In March, the UN had appealed for $876 million to support Rohingya refugees in Cox’s Bazar, Bhasan Char, and Bangladeshi host communities.
The Qatar Fund for Development (QFFD) embarked on a “solidarity visit” to Cox’s Bazar in Bangladesh on Thursday, joining international organisations assessing the conditions for Rohingya refugees at the camp.
“The visit shed light on the worsening humanitarian situation and compounded needs of Rohingya refugees and their hosts in the district of Cox’s Bazar in Bangladesh as the situation approaches the six-year mark,” the United Nations High Commissioner for Refugees (UNHCR) said in its statement on Monday.

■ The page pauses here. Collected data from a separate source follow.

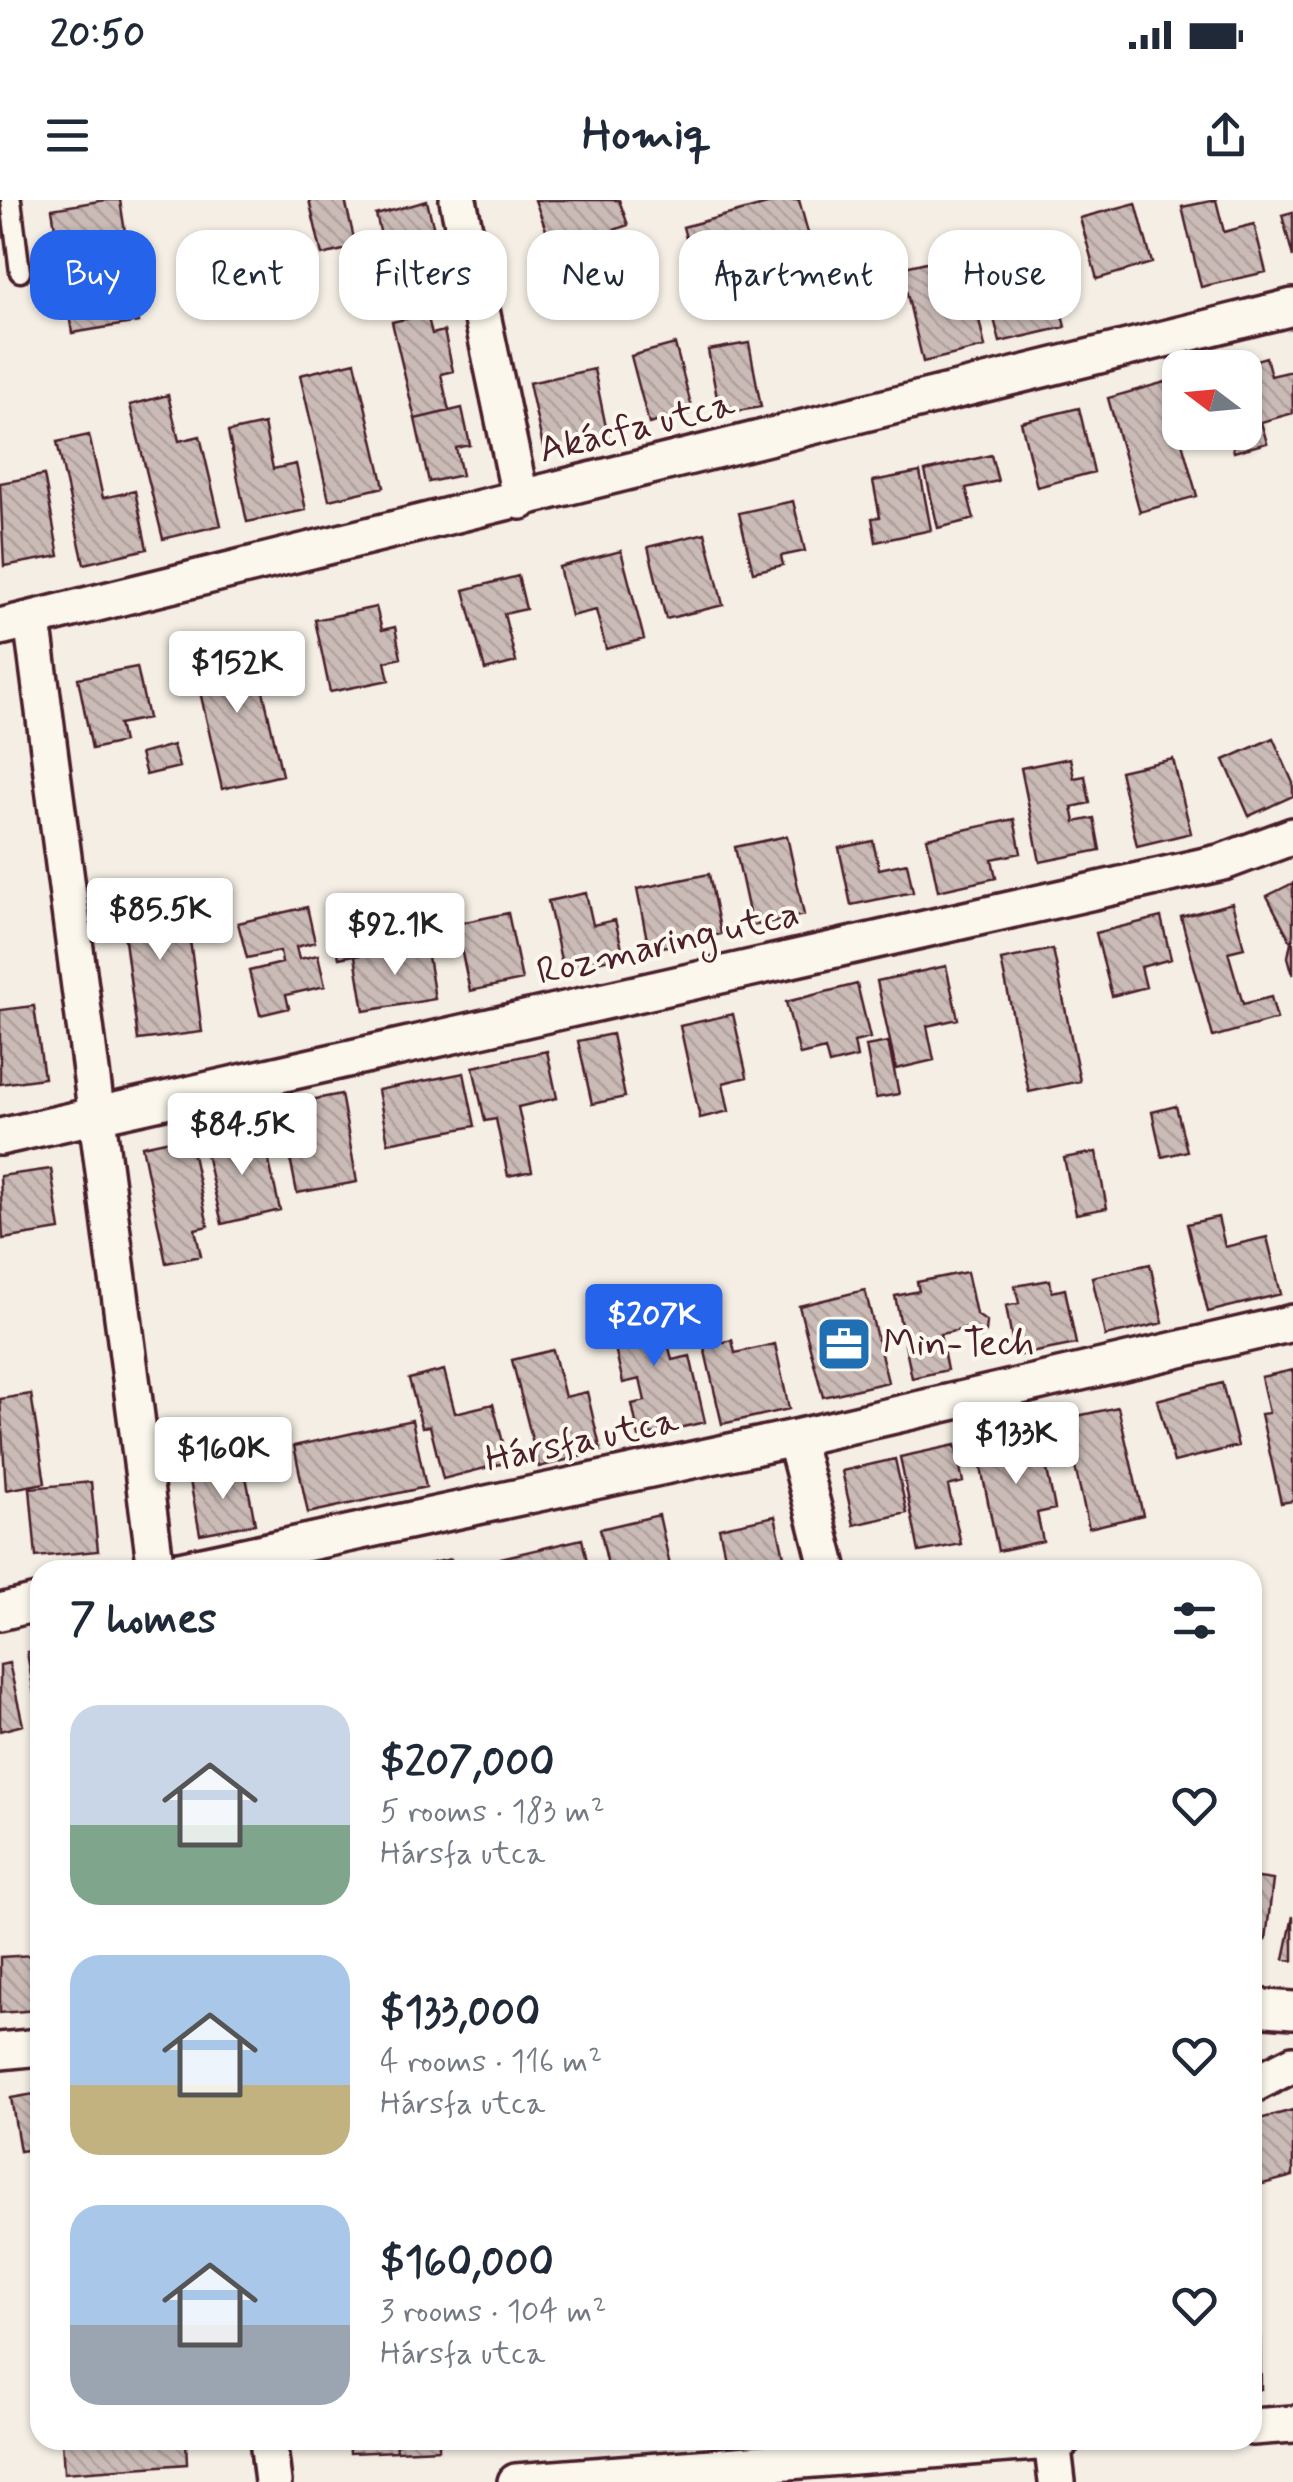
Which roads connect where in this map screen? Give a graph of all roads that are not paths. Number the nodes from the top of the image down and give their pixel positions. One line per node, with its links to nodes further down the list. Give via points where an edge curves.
1 (11, 200): 3 (lane)
2 (458, 200): 5 (street)
3 (20, 272)
4 (1293, 307): 5 (street, Akácfa utca)
5 (521, 500): 6 (street, Akácfa utca)
6 (16, 623): 8 (street)
7 (1293, 836): 8 (street, Rozmaring utca, via 1223,862)
8 (97, 1117): 9 (street, Rozmaring utca); 12 (street)
9 (0, 1137)
10 (1293, 1323): 11 (street, Hársfa utca)
11 (796, 1438): 13 (street, Hársfa utca); 14 (street)
12 (155, 1560)
13 (227, 1560)
14 (826, 1560)
15 (30, 1604): 16 (street)
16 (0, 1612)
17 (1262, 2007): 18 (street)
18 (1293, 2010)
19 (30, 2048): 20 (street)
20 (0, 2051)
21 (1293, 2064): 22 (street)
22 (1262, 2080)
23 (1293, 2424): 24 (street)
24 (1262, 2426)
25 (269, 2450): 28 (street)
26 (924, 2450): 29 (street)
27 (1053, 2450): 30 (street)
28 (273, 2482)
29 (516, 2482)
30 (1057, 2482)

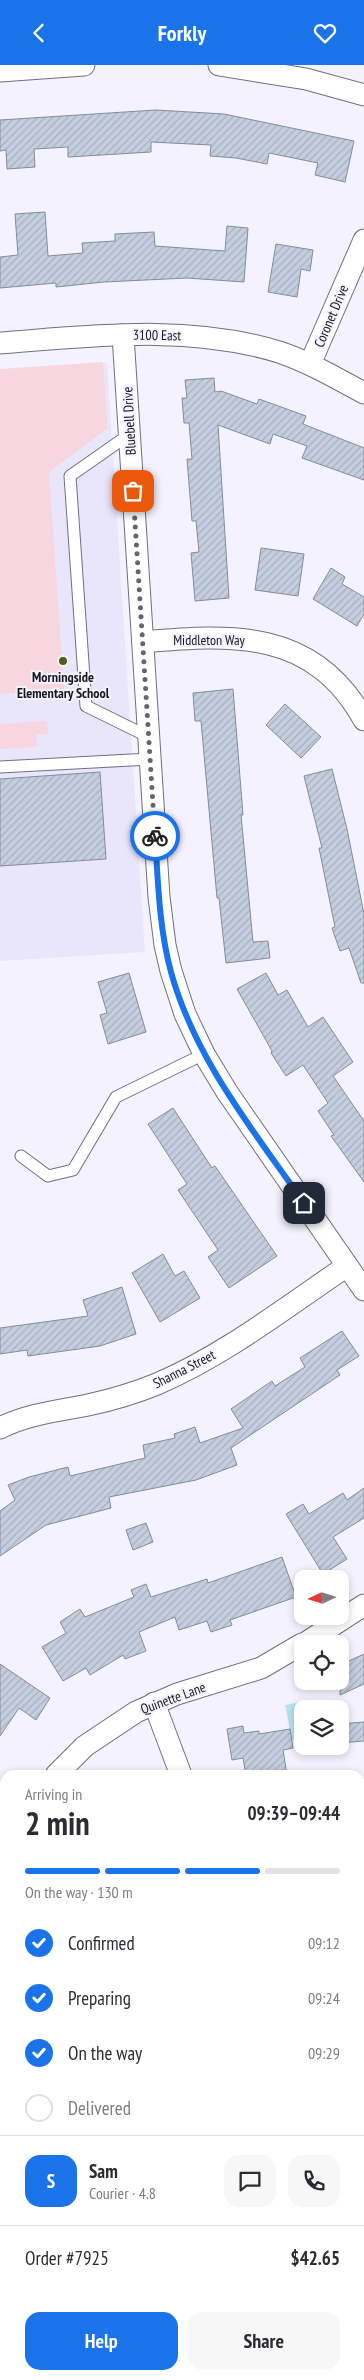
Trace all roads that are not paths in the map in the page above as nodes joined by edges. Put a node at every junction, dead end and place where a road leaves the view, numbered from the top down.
1 (84, 65) edge
2 (219, 65) edge
3 (0, 71) edge
4 (364, 95) edge
5 (364, 240) edge
6 (124, 335) junction
7 (0, 343) edge
8 (310, 364) junction
9 (364, 393) edge
10 (130, 434) junction
11 (143, 642) junction
12 (364, 720) edge
13 (149, 737) junction
14 (150, 759) junction
15 (0, 767) edge
16 (204, 1053) junction
17 (21, 1156) dead end
18 (347, 1266) junction
19 (364, 1290) edge
20 (0, 1427) edge
21 (364, 1605) edge
22 (317, 1635) edge
23 (294, 1649) edge
24 (154, 1703) junction
25 (61, 1770) edge
26 (179, 1770) edge

1 - 3 street
2 - 4 street
5 - 8 street, Coronet Drive
6 - 7 street, 3100 East
6 - 8 street, 3100 East
6 - 10 street, Bluebell Drive
8 - 9 street, 3100 East
10 - 11 street, Bluebell Drive
10 - 13 lane
11 - 12 street, Middleton Way
11 - 13 street, Bluebell Drive
13 - 14 street, Bluebell Drive
14 - 15 lane
14 - 16 street, Bluebell Drive
16 - 17 lane
16 - 18 street, Bluebell Drive
18 - 19 street, Bluebell Drive
18 - 20 street, Shanna Street
21 - 22 street, Quinette Lane
23 - 24 street, Quinette Lane
24 - 25 street, Quinette Lane
24 - 26 street

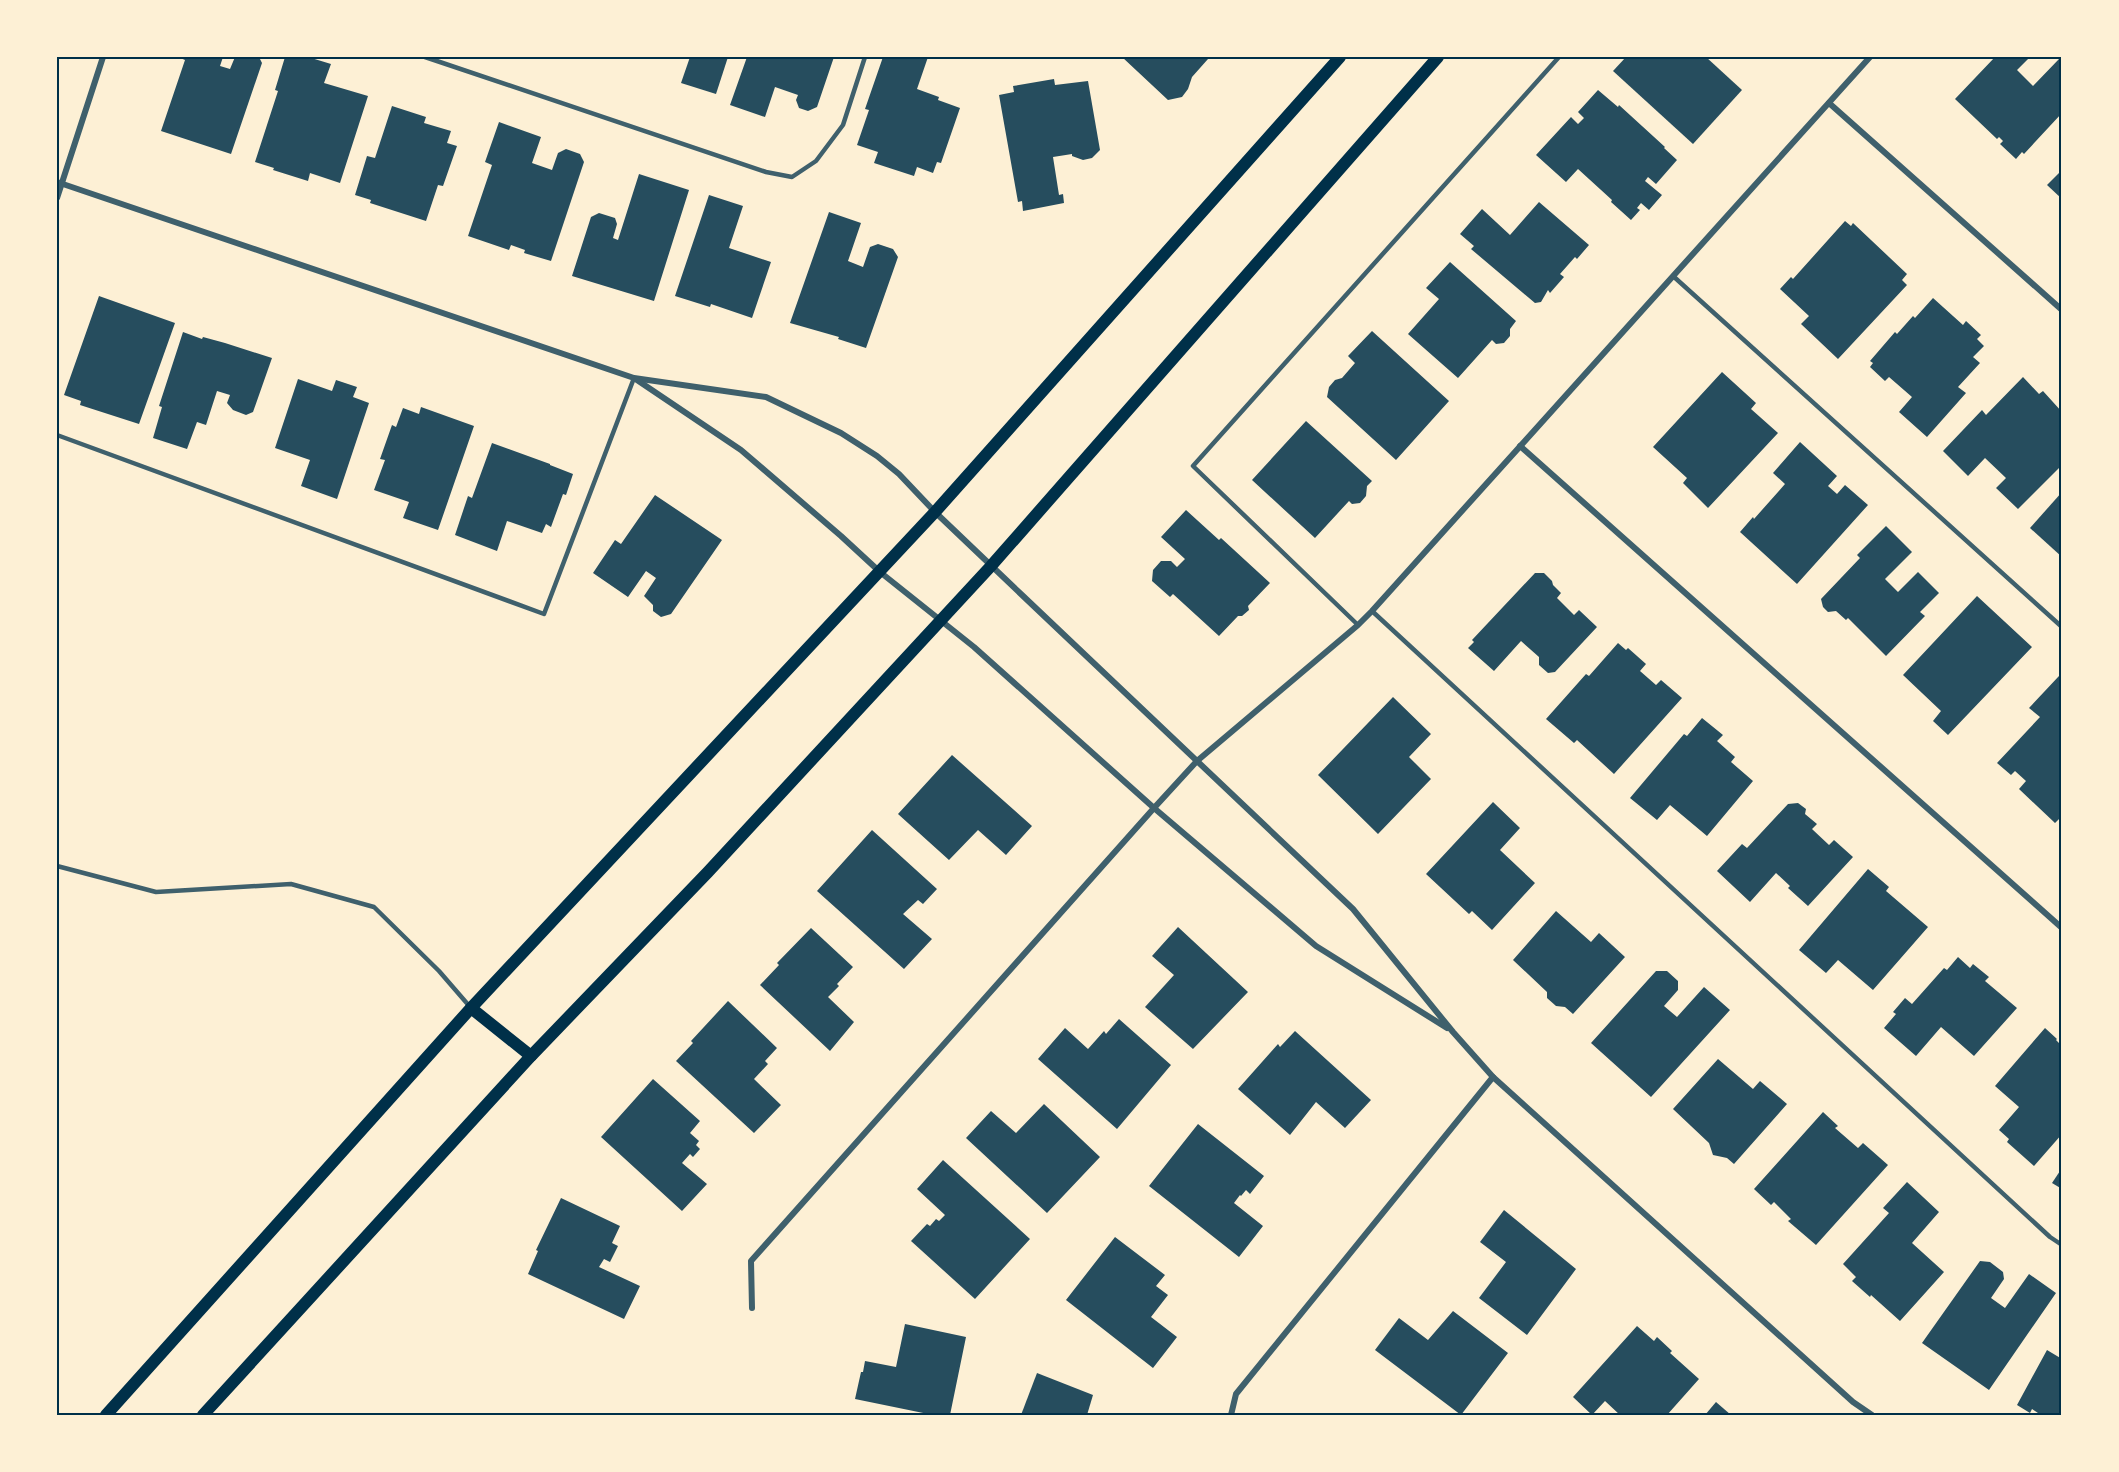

The UNHCR co-led the visit together with the UN Refugee Agency, gathering a number of humanitarian entities that also included the Organization of Islamic Cooperation (OIC), the Islamic Solidarity Fund (ISF), the Kuwait Fund for Arab Economic Development (KFAED) and Kuwait’s Zakat House.
The delegations covered several UNHCR-backed programmes while assessing the “acute needs” of the hundreds of thousands of refugees and their hosts. The humanitarian organisations also explored opportunities to empower communities at Cox’s Bazar in an attempt to reduce their heavy reliance on aid.
The visit also came at a critical period for the refugees as they face heavy monsoon rains that have damaged fragile shelters and exacerbated their struggles.
“The delegation witnessed firsthand UNHCR’s disaster risk management and preparedness activities aimed at mitigating climate-related risks and averting a further deterioration of living conditions caused by adverse weather,” the UNHCR added.
Rohingya refugees have been fleeing violence and attacks since 2017 as part of a deadly crackdown on the Muslim population in Myanmar. The UN previously slammed the attacks as a “textbook example of ethnic cleansing”.
Almost a million people have since taken refuge in Bangladesh with generations born in camps. According to UN figures, almost a million Rohingya live in camps in Cox’s Bazar.
The UNHCR’s representative in Bangladesh, Johannes van der Klaauw, has also warned of a “severe funding crisis” in the Rohingya response plan following cuts in food assistance.
“There is an urgent need to invest in collective efforts to allow Rohingya to become self-reliant as they cannot, and do not wish to, remain dependent on humanitarian aid,” the UNHCR official said.
After concluding the visit to Bangladesh, the OIC’s Assistant Secretary General for Humanitarian Affairs, Tariq Ali Bakheet, urged the international community to “generously support” Dhaka’s government in responding to the need of refugees.
“The diplomatic track must advance hand in hand with humanitarian efforts to deal with the root causes of the problem and reach a permanent solution to the Rohingya crisis in accordance with the OIC’s relevant resolutions” he said.
In March, the UN appealed for $876 million to support Rohingya refugees in Cox’s Bazar, Bhasan Char, and Bangladeshi host communities.
“As of 6 August, the 2023 Joint Response Plan was only 28% funded, forcing agencies to focus only on the most critical needs,” the UNHCR said.
Meanwhile, Qatar has continued to send aid to Rohingya refugees in collaboration with international agencies. In 2018, Doha donated more than $8 million in aid to the UNHCR.
In May, Qatar Charity announced plans to rebuild 326 homes for Rohingya refugees in the Balukhali camp following the tragic fires that destroyed the shelter of thousands in March.
The fires displaced an estimated 12,000 refugees while destroying more than 2,000 homes, per UN figures.